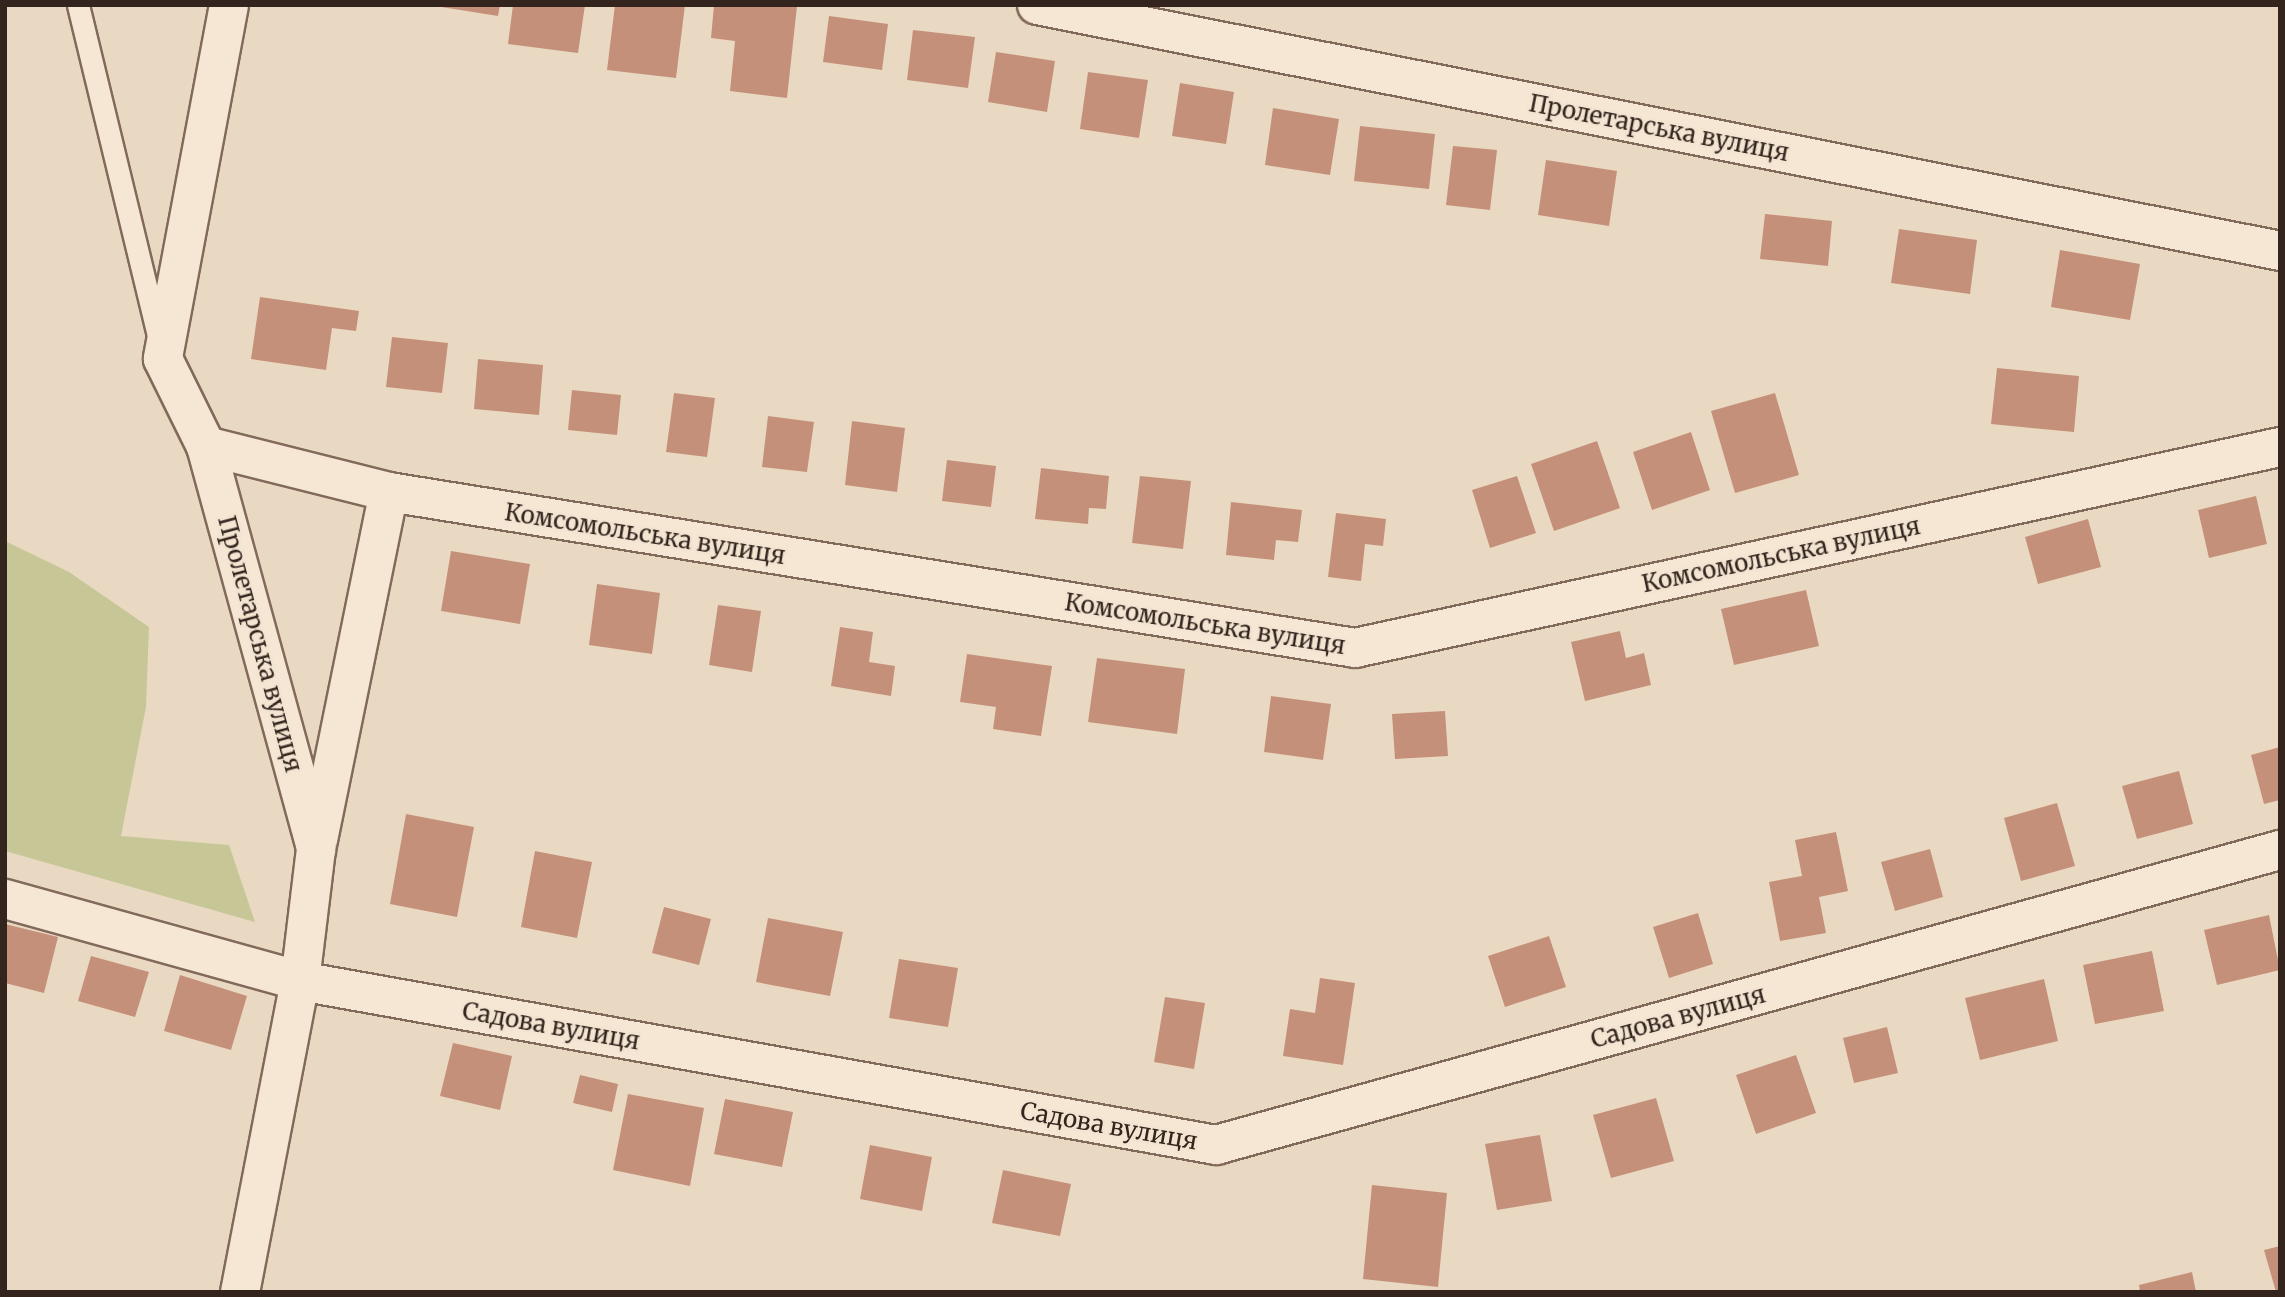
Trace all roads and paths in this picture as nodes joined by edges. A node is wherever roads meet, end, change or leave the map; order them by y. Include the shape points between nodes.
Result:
1 (78, 5) edge
2 (229, 5) edge
3 (1037, 5) edge
4 (2280, 251) edge
5 (163, 359) junction
6 (206, 446) junction
7 (2280, 447) edge
8 (389, 492) junction
9 (316, 849) junction
10 (2280, 850) edge
11 (5, 899) edge
12 (300, 981) junction
13 (240, 1292) edge

1 - 5 lane
2 - 5 street
3 - 4 street, Пролетарська вулиця
5 - 6 street, Пролетарська вулиця
6 - 8 street, Комсомольська вулиця
6 - 9 street, Пролетарська вулиця
7 - 8 street, Комсомольська вулиця via 1355,648
8 - 9 street
9 - 12 street, Пролетарська вулиця
10 - 12 street, Садова вулиця via 1216,1145
11 - 12 street, Садова вулиця
12 - 13 street, Пролетарська вулиця

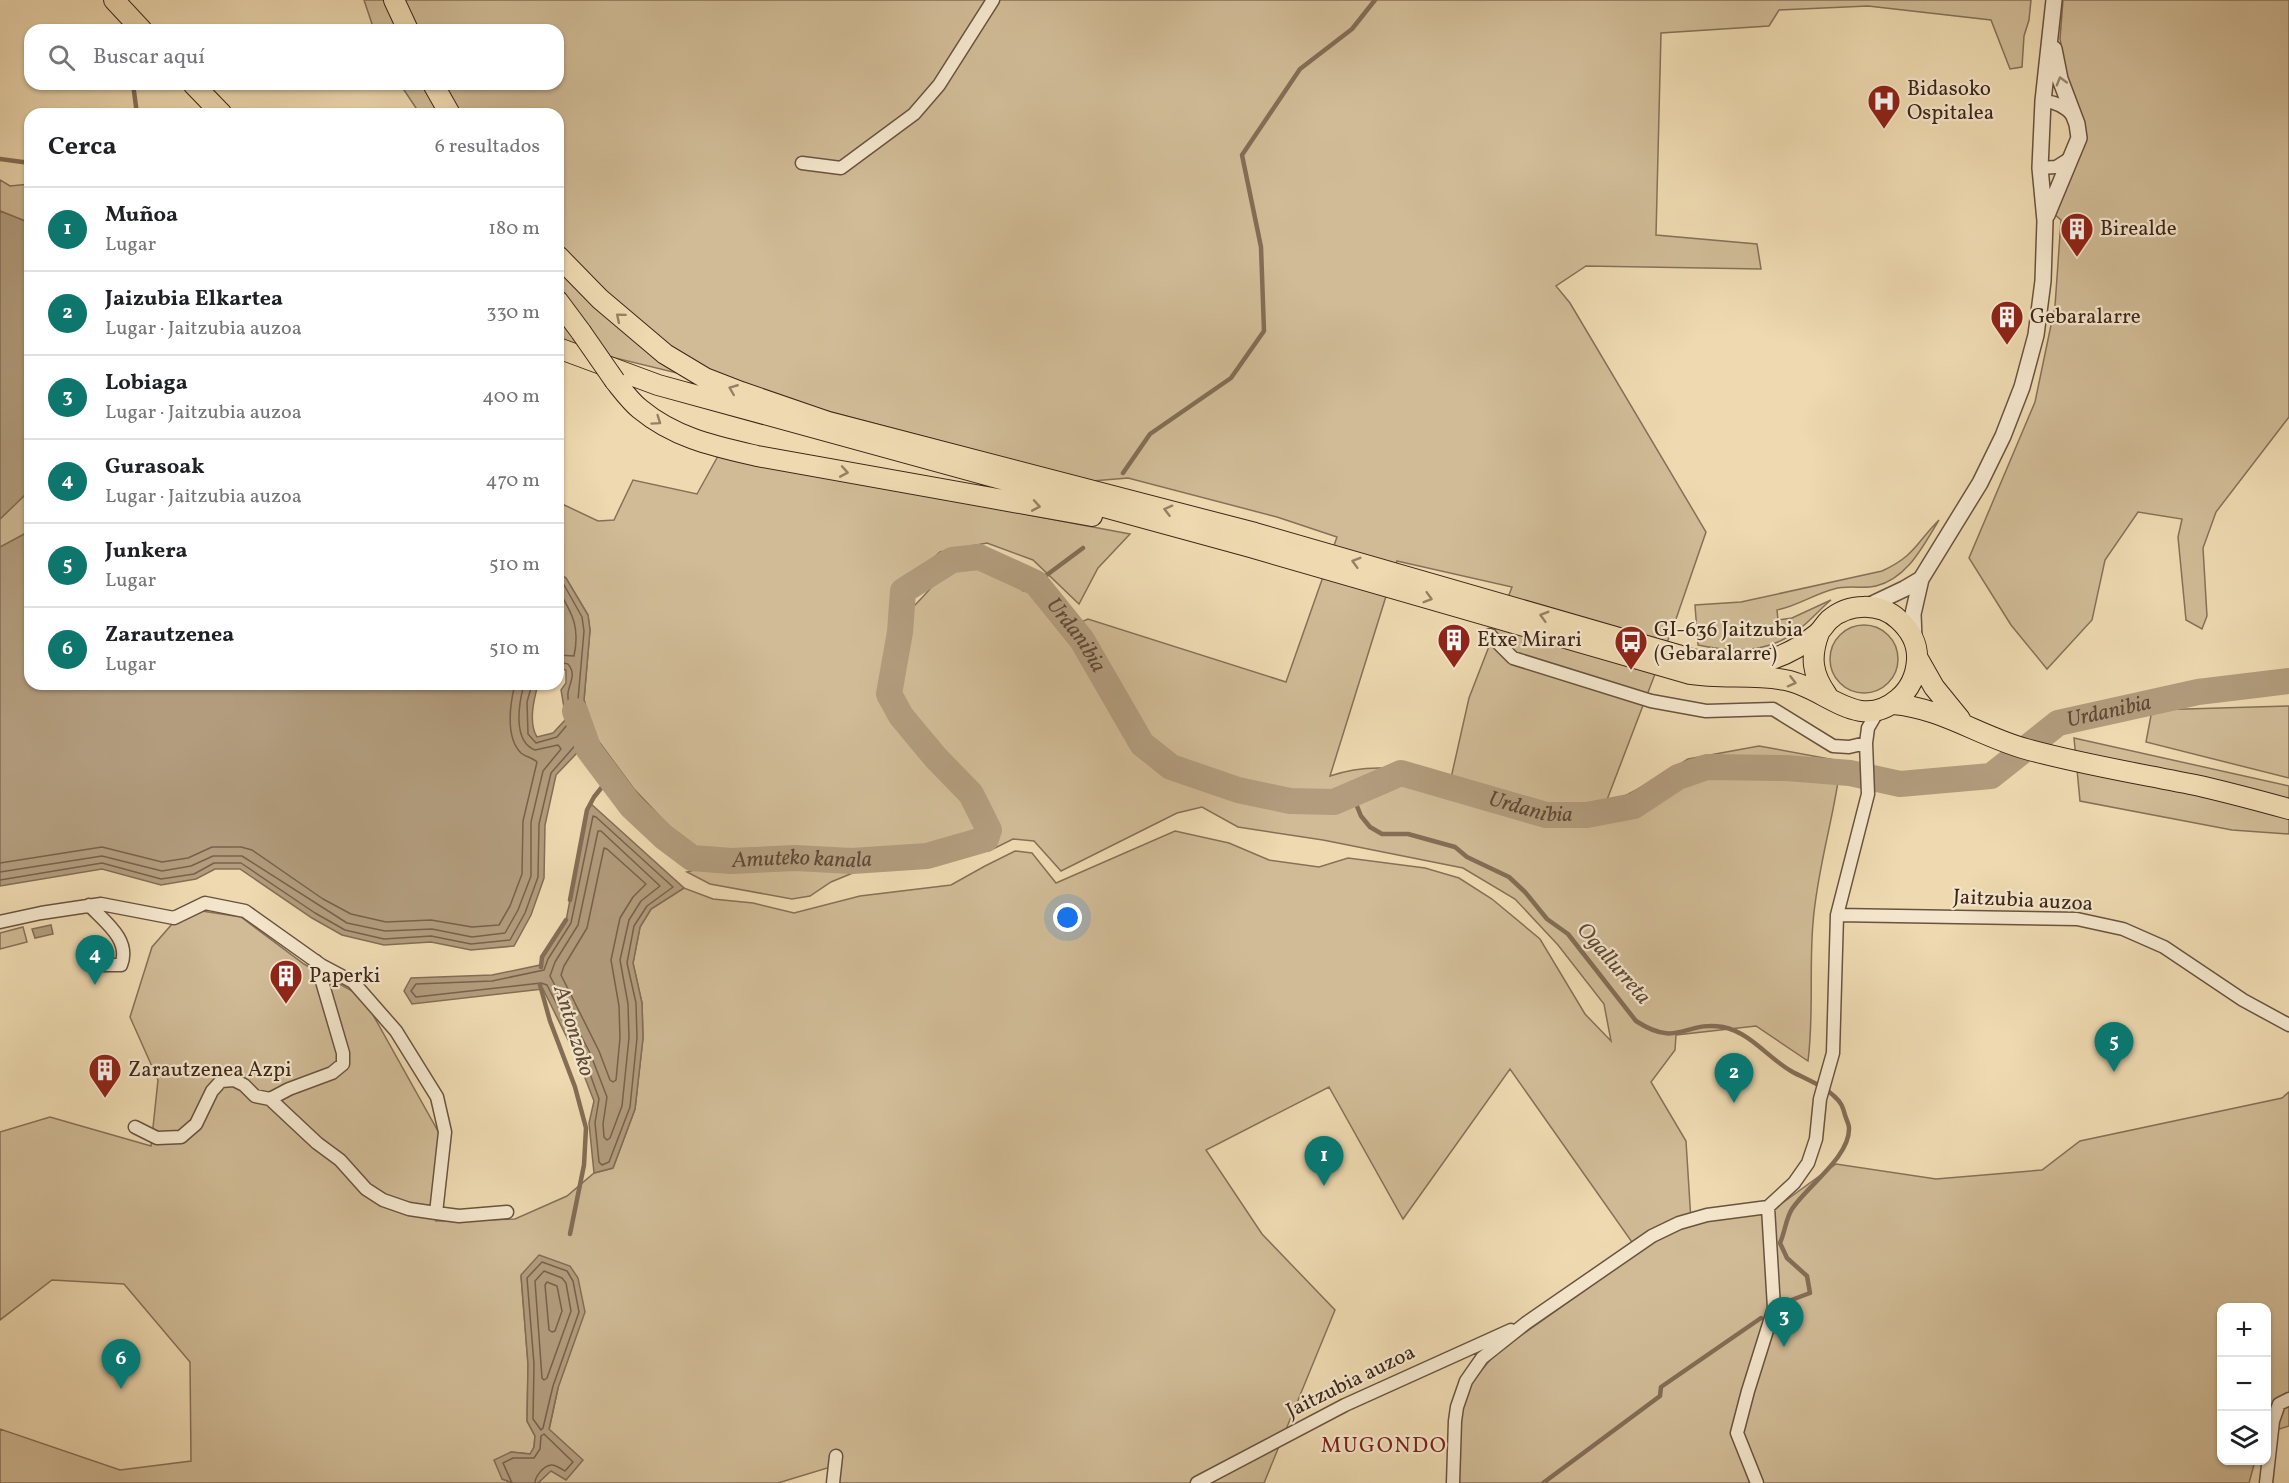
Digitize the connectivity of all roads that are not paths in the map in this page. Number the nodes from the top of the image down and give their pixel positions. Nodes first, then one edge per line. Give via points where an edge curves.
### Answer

----

The material is to be reproduced verbatim, and no picture may appear in the copy.

Trace all roads and paths in this picture as nodes joined by edges. A node is wherever roads meet, end, change or leave the map; order them by y. Include the shape points between nodes.
Result:
1 (78, 5) edge
2 (229, 5) edge
3 (1037, 5) edge
4 (2280, 251) edge
5 (163, 359) junction
6 (206, 446) junction
7 (2280, 447) edge
8 (389, 492) junction
9 (316, 849) junction
10 (2280, 850) edge
11 (5, 899) edge
12 (300, 981) junction
13 (240, 1292) edge

1 - 5 lane
2 - 5 street
3 - 4 street, Пролетарська вулиця
5 - 6 street, Пролетарська вулиця
6 - 8 street, Комсомольська вулиця
6 - 9 street, Пролетарська вулиця
7 - 8 street, Комсомольська вулиця via 1355,648
8 - 9 street
9 - 12 street, Пролетарська вулиця
10 - 12 street, Садова вулиця via 1216,1145
11 - 12 street, Садова вулиця
12 - 13 street, Пролетарська вулиця

Digitize the connectivity of all roads that are not paths in the map in this page. Number the nodes from the top of the image down and give their pixel positions. Nodes first, then one edge per line. Give via points where an edge curves.
### Answer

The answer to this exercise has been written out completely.